Christian Science Monitor reporter Stacy Teicher Khadaroo sat in on part of the Reimagining Education Summer Institute at Teachers College in July, reporting on a story about teens in New York City who are bringing their own experiences into school and taking things into their own hands to declare, more than 60 years after “Brown vs. Board of Education,” that “separate still isn't equal.”
Khadaroo writes that she caught up with Leanne Nunes, “a rising high school junior in the Bronx and director of equity at IntegrateNYC who took part in the Institute. ‘We’re the new face of integration,’ Nunes says. ‘It’s still about desegregation, but we plan on doing it way better.’ Nunes had just spoken at the Reimagining Education summit, where educators from around the country learn best practices for working in diverse environments.”

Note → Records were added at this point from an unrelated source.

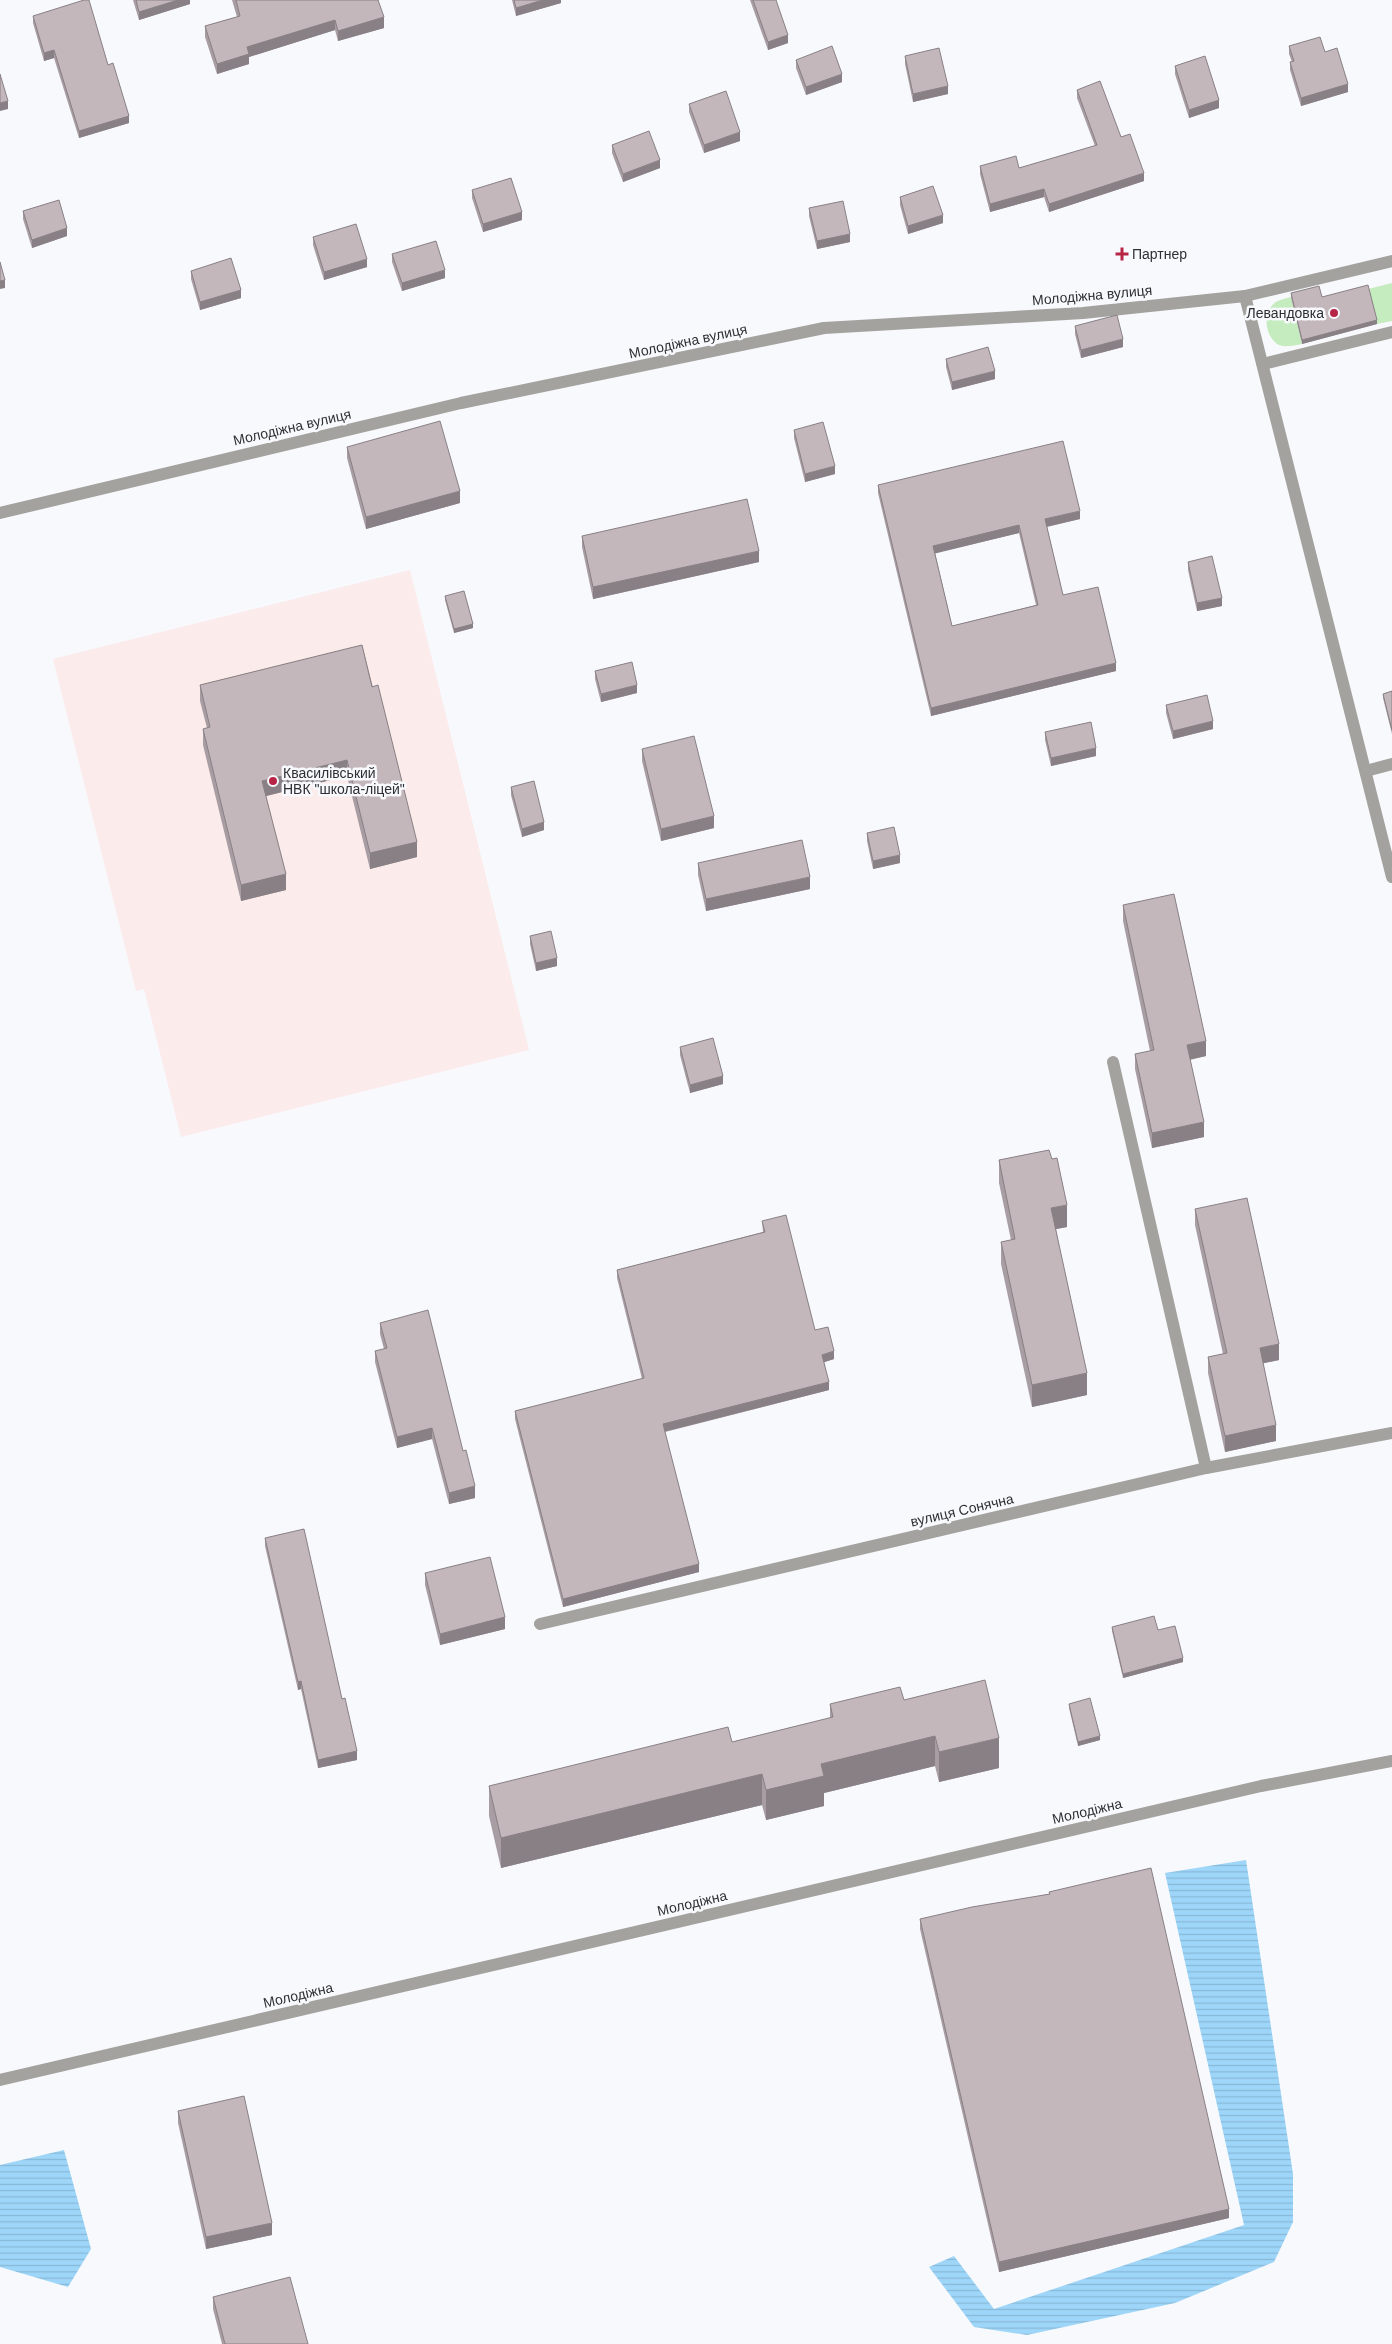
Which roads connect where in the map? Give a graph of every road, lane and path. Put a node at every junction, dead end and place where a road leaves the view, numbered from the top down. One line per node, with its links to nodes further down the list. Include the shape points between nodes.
1 (1392, 261): 2 (street, Молодіжна вулиця)
2 (1245, 296): 4 (street); 5 (street, Молодіжна вулиця, via 1083,313 824,328 451,405)
3 (1392, 332): 4 (street)
4 (1263, 364): 7 (street)
5 (0, 513)
6 (1392, 764): 7 (street)
7 (1366, 771): 8 (street)
8 (1392, 877)
9 (1113, 1062): 11 (street)
10 (1392, 1433): 11 (street, вулиця Сонячна)
11 (1206, 1468): 12 (street, вулиця Сонячна)
12 (540, 1624)
13 (1392, 1761): 14 (street, Молодіжна, via 1261,1786)
14 (0, 2080)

Khadaroo writes that Nunes’ “promise gives hope to Teachers College professor Amy Stuart Wells, who has found in her research that not enough thought was given to students’ experiences as schools integrated after the landmark 1954 Brown v. Board Supreme Court decision.” She quotes Wells: “‘The educators – who were mostly white, because we fired most of the black and Latino teachers [when schools desegregated] – weren’t prepared to help student grapple with issues of race,’ [Wells] says.”
The third annual Reimagining Education Institute, four days of professional development for educators and others who want to learn more about teaching and learning in racially and culturally integrated classrooms, took place from July 16-19 at Teachers College.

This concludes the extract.